While cut-off levels of estradiol for diagnosis of menopausal status are debated [31], there is consensus that the biochemical diagnosis of menopause or POI should be based on FSH levels, with high levels reflecting a lack of estrogen and inhibin-mediated feedback on the hypothalamus and anterior pituitary gland. A value of 25 IU/L is widely recommended for both POI and natural menopause [34,35,36], although others suggest a higher value. As tamoxifen, through estrogen receptor antagonism, raises FSH levels, this can only be used in women not taking any endocrine therapy. In that group of women, our study showed that undetectable AMH levels at both 6 and 30 months were associated with similar discrimination of estradiol levels as in the whole study population, and analysis of diagnostic accuracy showed slightly greater precision for both diagnosis at 30 months and prediction at 6 months of both 30-month estradiol and AMH than in the wider group. PPV of undetectable AMH at 6 months for elevated FSH consistent with a diagnosis of POI at 30 months was a remarkable 0.93.

While a single assay of AMH at 6 months provides good prediction of later ovarian function and has the clinical benefit of simplicity, we also explored whether additional endocrine, patient and treatment factors could improve this prediction. We and others have shown that pre-treatment AMH is predictive [21,22,23,24,25], as is age, with BMI also contributing in some studies [26]. The addition of a taxane to cyclophosphamide-based regimens also increases ovarian toxicity [17, 20]. In multivariate analysis, pre-treatment AMH and taxane treatment were the most important predictors: the limited value of age is likely to reflect the narrow age range in this specific study population. Including all identified factors resulted in PPV 0.79 for prediction of undetectable AMH at 30 months: random forest analysis gave a similar value of 0.82. Very similar results were obtained using estradiol at 30 months as the outcome variable. Analysis without pre-treatment hormone data gave similar results (though with an improvement in PPV to 0.92 by random forest), and by pre-treatment variables only (thus including pre-treatment AMH and taxane treatment) gave PPV of 0.77, with again better prediction by random forest analysis with PPV 0.84. Thus, using this approach with partial data retention for validation to prevent over-fitting allows accurate prediction of long-term ovarian function from either a single post-chemotherapy AMH test alone, or supplemented by knowledge of pre-treatment AMH and taxane treatment, or indeed with similar accuracy from pre-treatment AMH and taxane treatment alone. Therefore, this has validity and utility in a range of clinical scenarios, depending on which variables are known.

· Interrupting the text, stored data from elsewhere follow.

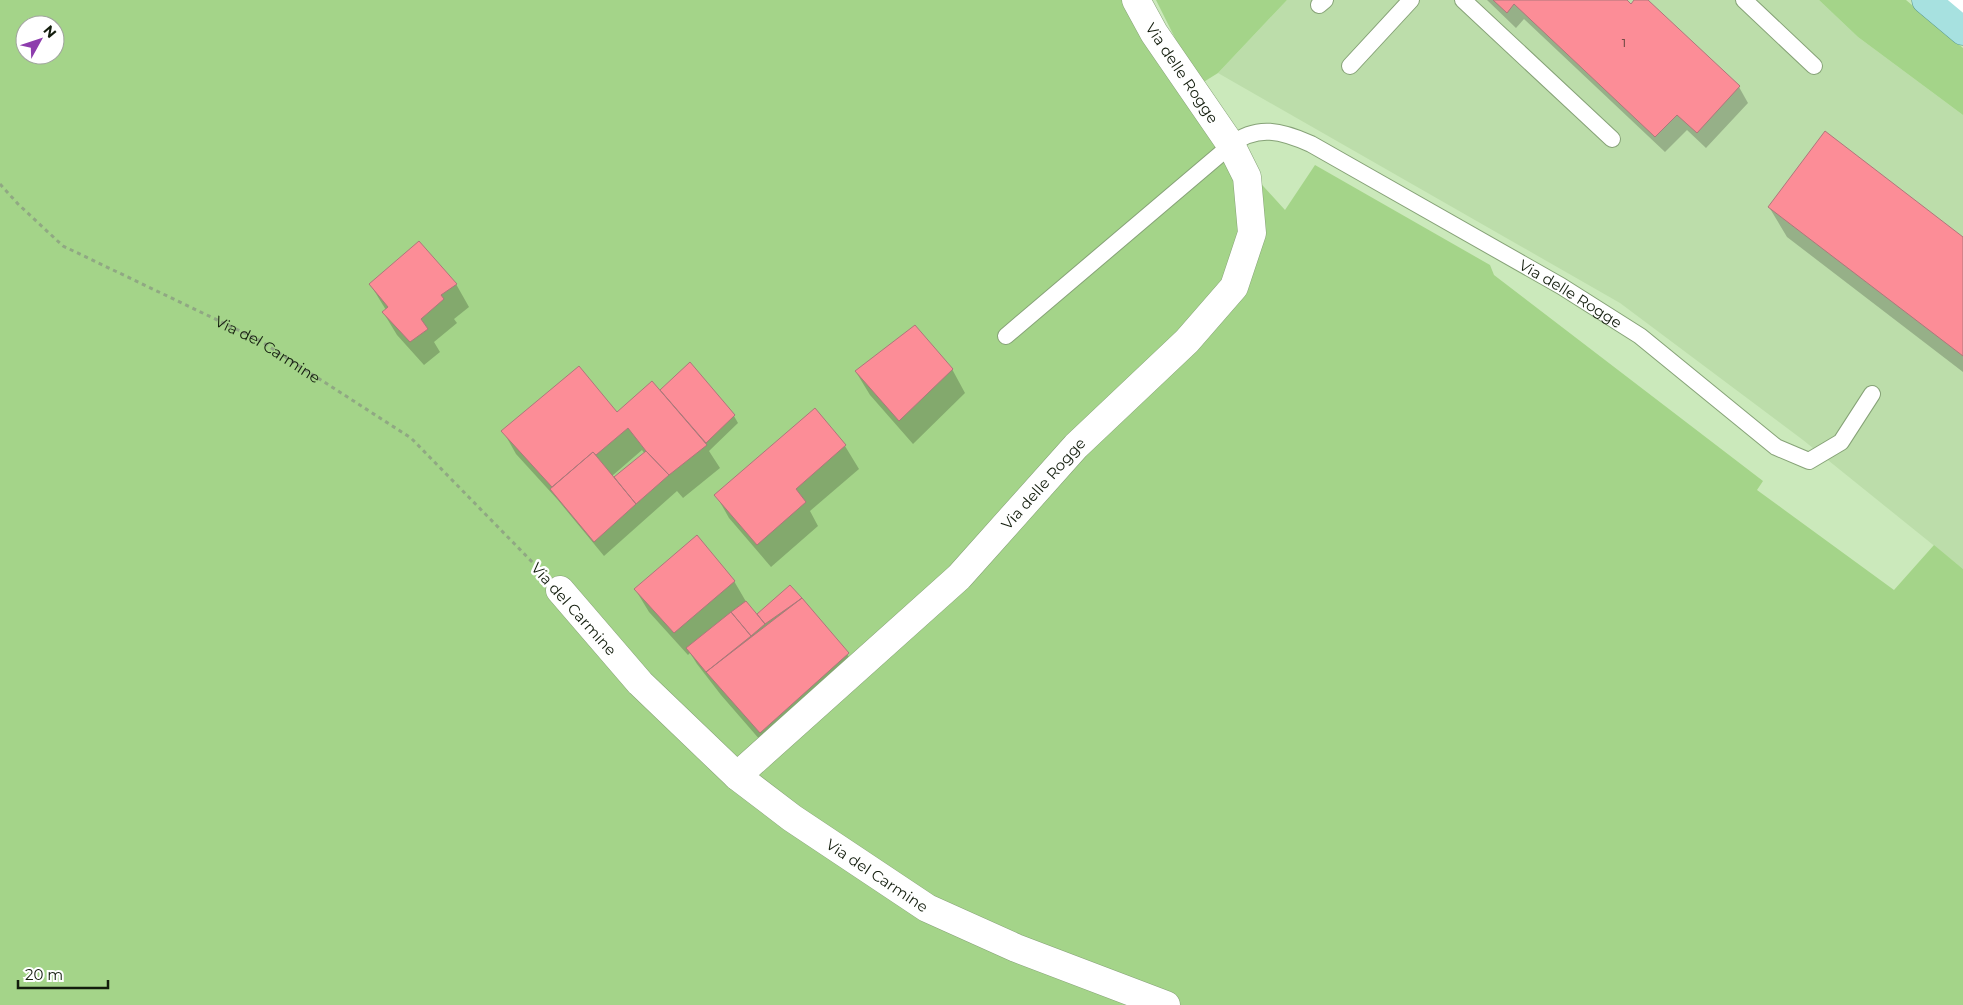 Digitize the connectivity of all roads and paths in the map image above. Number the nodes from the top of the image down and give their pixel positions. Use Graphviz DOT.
graph roads {
  1 [pos="1136,0"];
  2 [pos="1411,0"];
  3 [pos="1463,0"];
  4 [pos="1744,0"];
  5 [pos="1926,0"];
  6 [pos="1953,0"];
  7 [pos="1963,9"];
  8 [pos="1963,32"];
  9 [pos="1350,66"];
  10 [pos="1814,66"];
  11 [pos="1612,140"];
  12 [pos="1230,144"];
  13 [pos="0,184"];
  14 [pos="1006,336"];
  15 [pos="1872,394"];
  16 [pos="560,590"];
  17 [pos="737,776"];
  18 [pos="1166,1005"];
  1 -- 12 [label="street, Via delle Rogge"];
  2 -- 9 [label="lane"];
  3 -- 11 [label="lane"];
  4 -- 10 [label="lane"];
  5 -- 8 [label="main road"];
  6 -- 7 [label="lane"];
  12 -- 14 [label="lane"];
  12 -- 15 [label="lane, Via delle Rogge"];
  12 -- 17 [label="street, Via delle Rogge"];
  13 -- 16 [label="path, Via del Carmine"];
  16 -- 17 [label="street, Via del Carmine"];
  17 -- 18 [label="street, Via del Carmine"];
}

These data demonstrate that in women aged 40–45 treated for eBC and after time to allow any recovery of ovarian function, an undetectable AMH level, using this assay platform, is a reliable diagnostic test for lack of ovarian function. Furthermore, early analysis of AMH after completion of chemotherapy allows identification of women who will not recover ovarian function with good accuracy. The combination of pre-treatment AMH measurement with knowledge of whether treatment will include a taxane in anthracycline/cyclophosphamide-based chemotherapy also provides good prediction of long-term ovarian function. These analyses will help inform treatment decisions regarding adjuvant endocrine therapy and the need for adding ovarian suppression to an AI in women who were premenopausal before starting chemotherapy.